In the 1960s, Marshall McLuhan coined the phrase, “The medium is the message.” He defined a “medium” as “any extension of man” and conveyed the idea that messages existed outside the content. The character of a medium — not the information it carries — is its potency or effect. Scholarly works carry a particular message about rigor, trust, and objectivity, with effects beyond the obviousness of the content. A newscast’s message doesn’t consist of stories of crime — its message is that it shames criminals via public broadcast. The content is obvious, but the message is subtler and ultimately more powerful. It is produced by the medium’s features — broadcast, scholarship, and so on. Newspapers create a framework for history, which is more important than their content. A hammer creates a way to wield increased force, a medium with the message of leverage and impact.

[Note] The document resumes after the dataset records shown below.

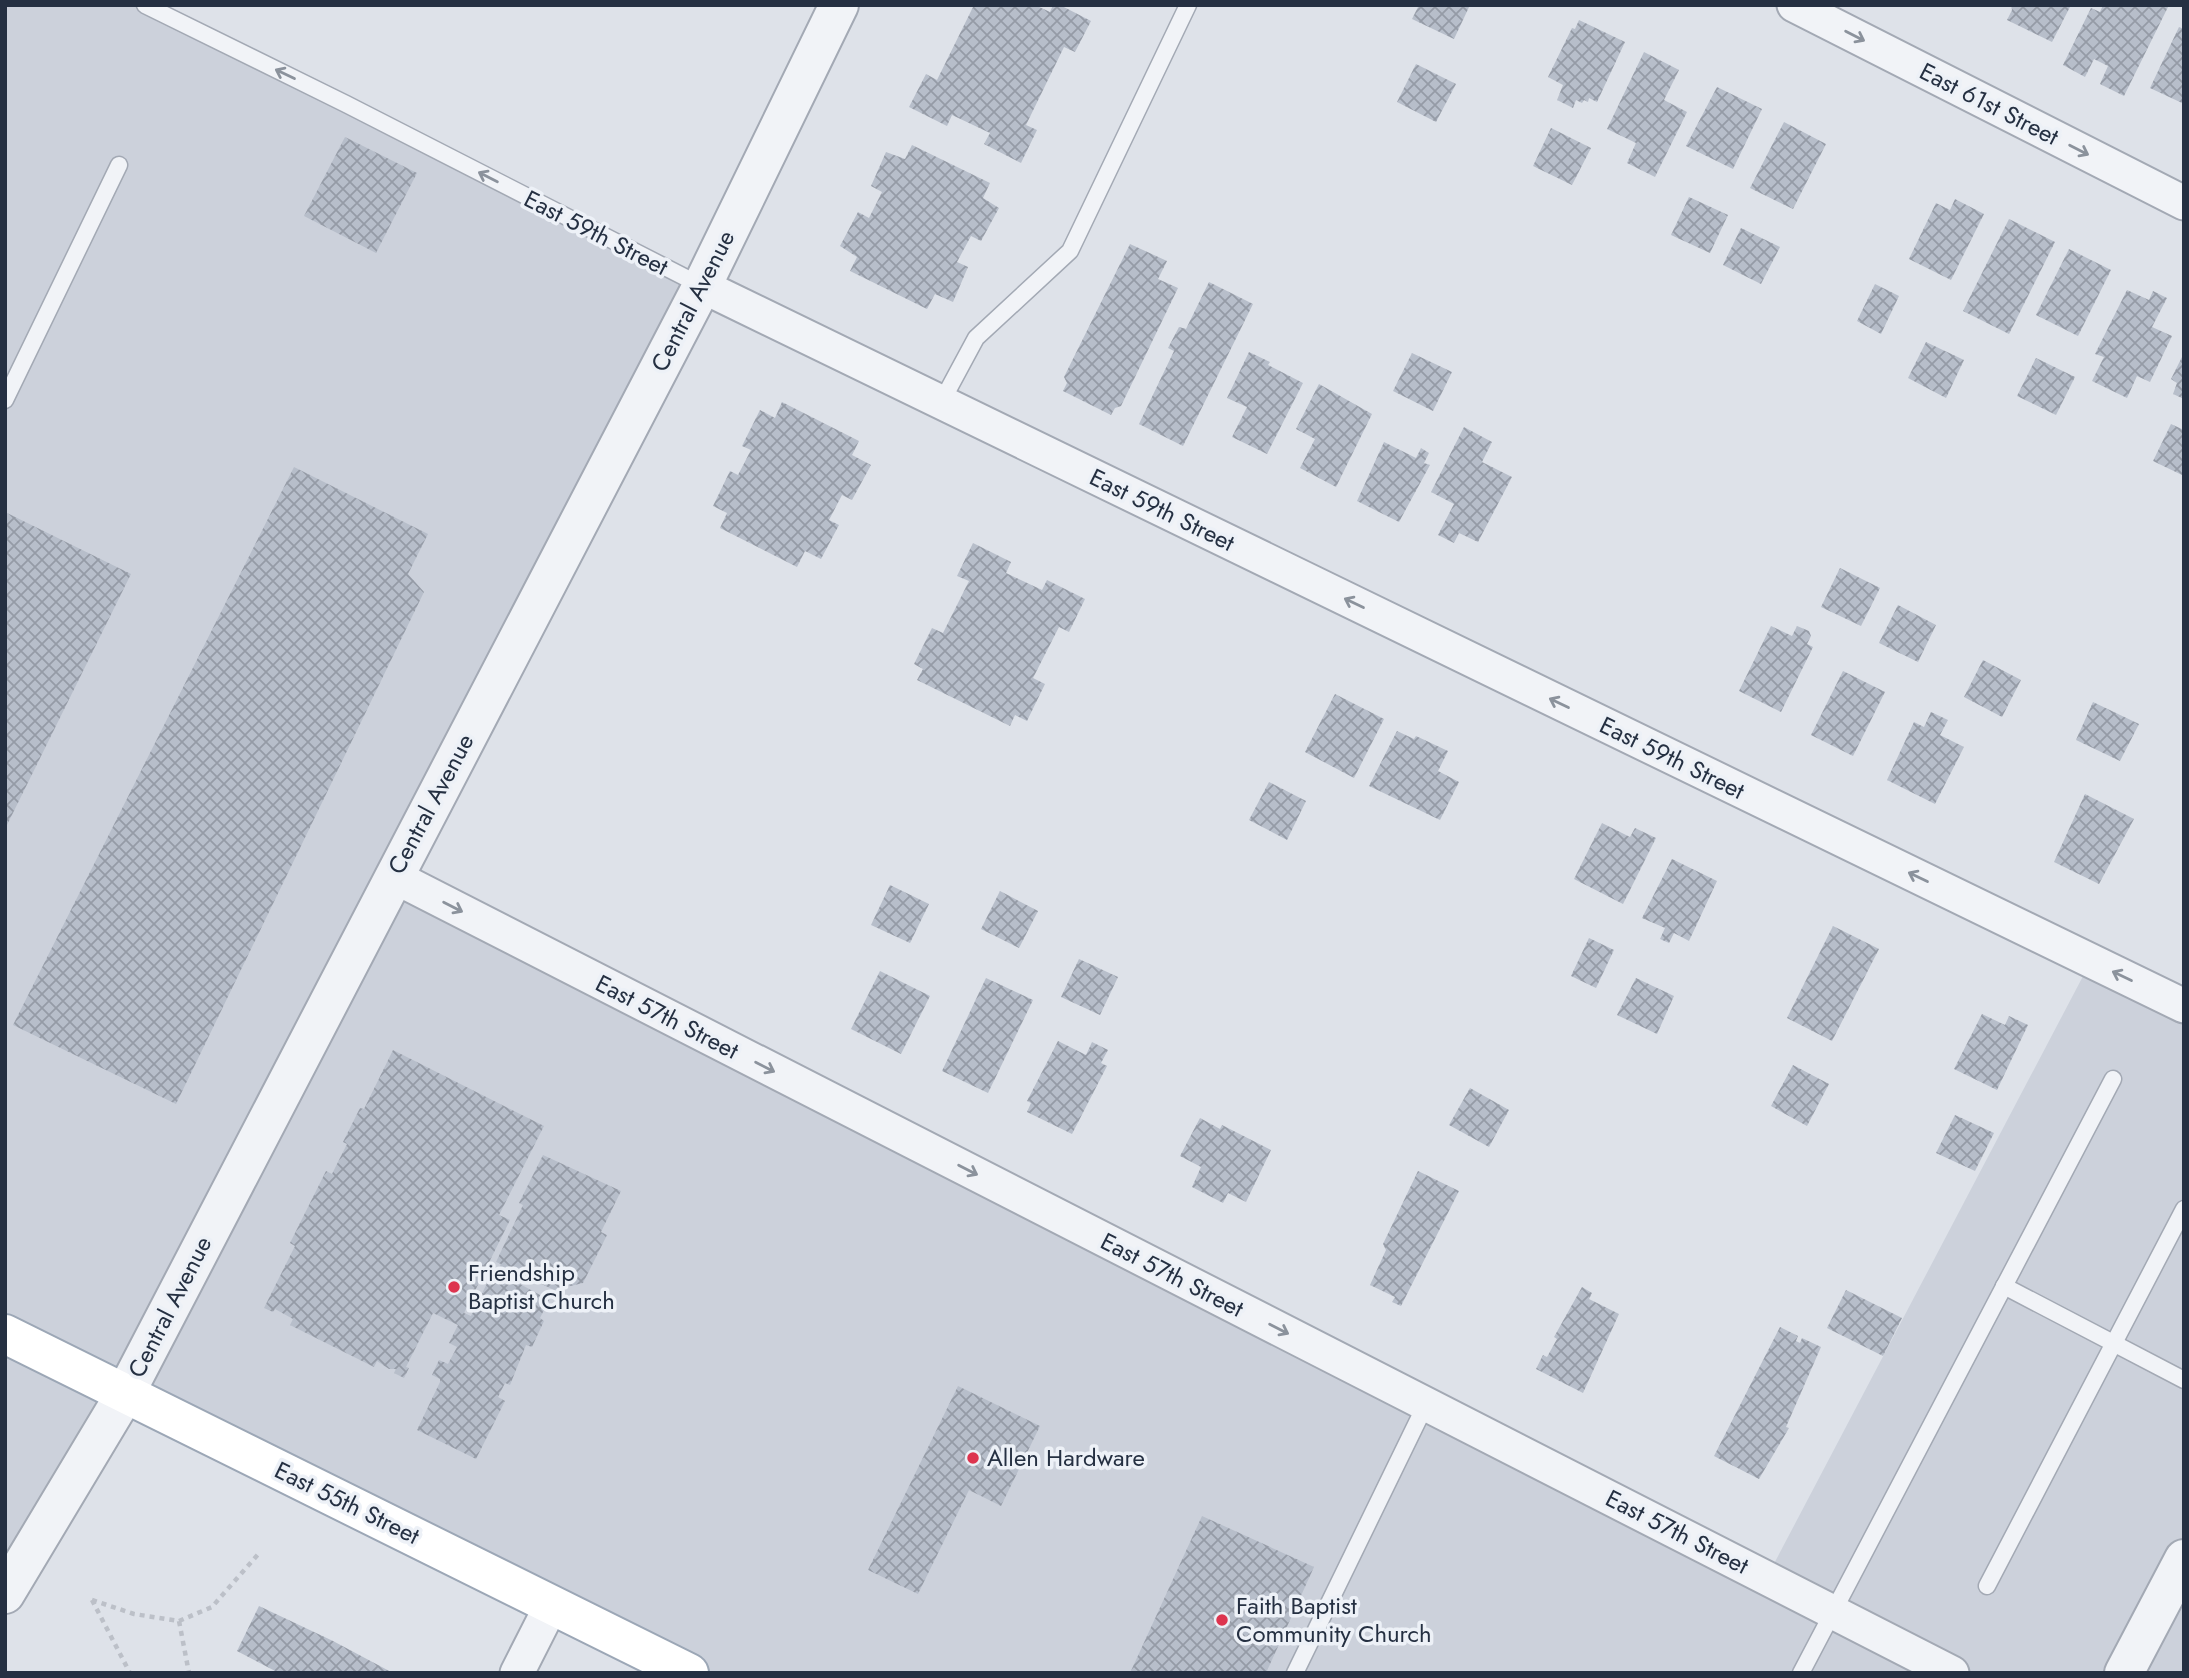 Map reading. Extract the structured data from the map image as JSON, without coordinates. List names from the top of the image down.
{
  "streets": {
    "main road": ["East 55th Street"],
    "street": [
      "East 61st Street",
      "East 59th Street",
      "Central Avenue",
      "East 57th Street"
    ]
  },
  "crossings": [
    ["East 59th Street", "Central Avenue"],
    ["Central Avenue", "East 57th Street"],
    ["Central Avenue", "East 55th Street"]
  ],
  "one_way": ["East 61st Street", "East 59th Street", "East 57th Street"],
  "places": ["Friendship Baptist Church", "Allen Hardware", "Faith Baptist Community Church"]
}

I was reminded of McLuhan the other day when I read a sentence near the end of Nick Bilton‘s “I Live in the Future & Here’s How It Works” (yes, it’s taken me a few weeks to get through it). The sentence in question stated starkly, “The medium is no longer the message.”
I startled a bit upon reading it, but moved on. But it stuck in my craw.
My thinking then turned to the Kindle platform, the implications of which I’ve also been pondering lately, especially the “me at the middle” assumption it embraces — that is, I can stop reading something on my iPhone and my Kindle knows where to pick up. I’m at the middle of the Kindle platform, the first time I’ve ever seen a content platform do this amazing but seemingly simple feat.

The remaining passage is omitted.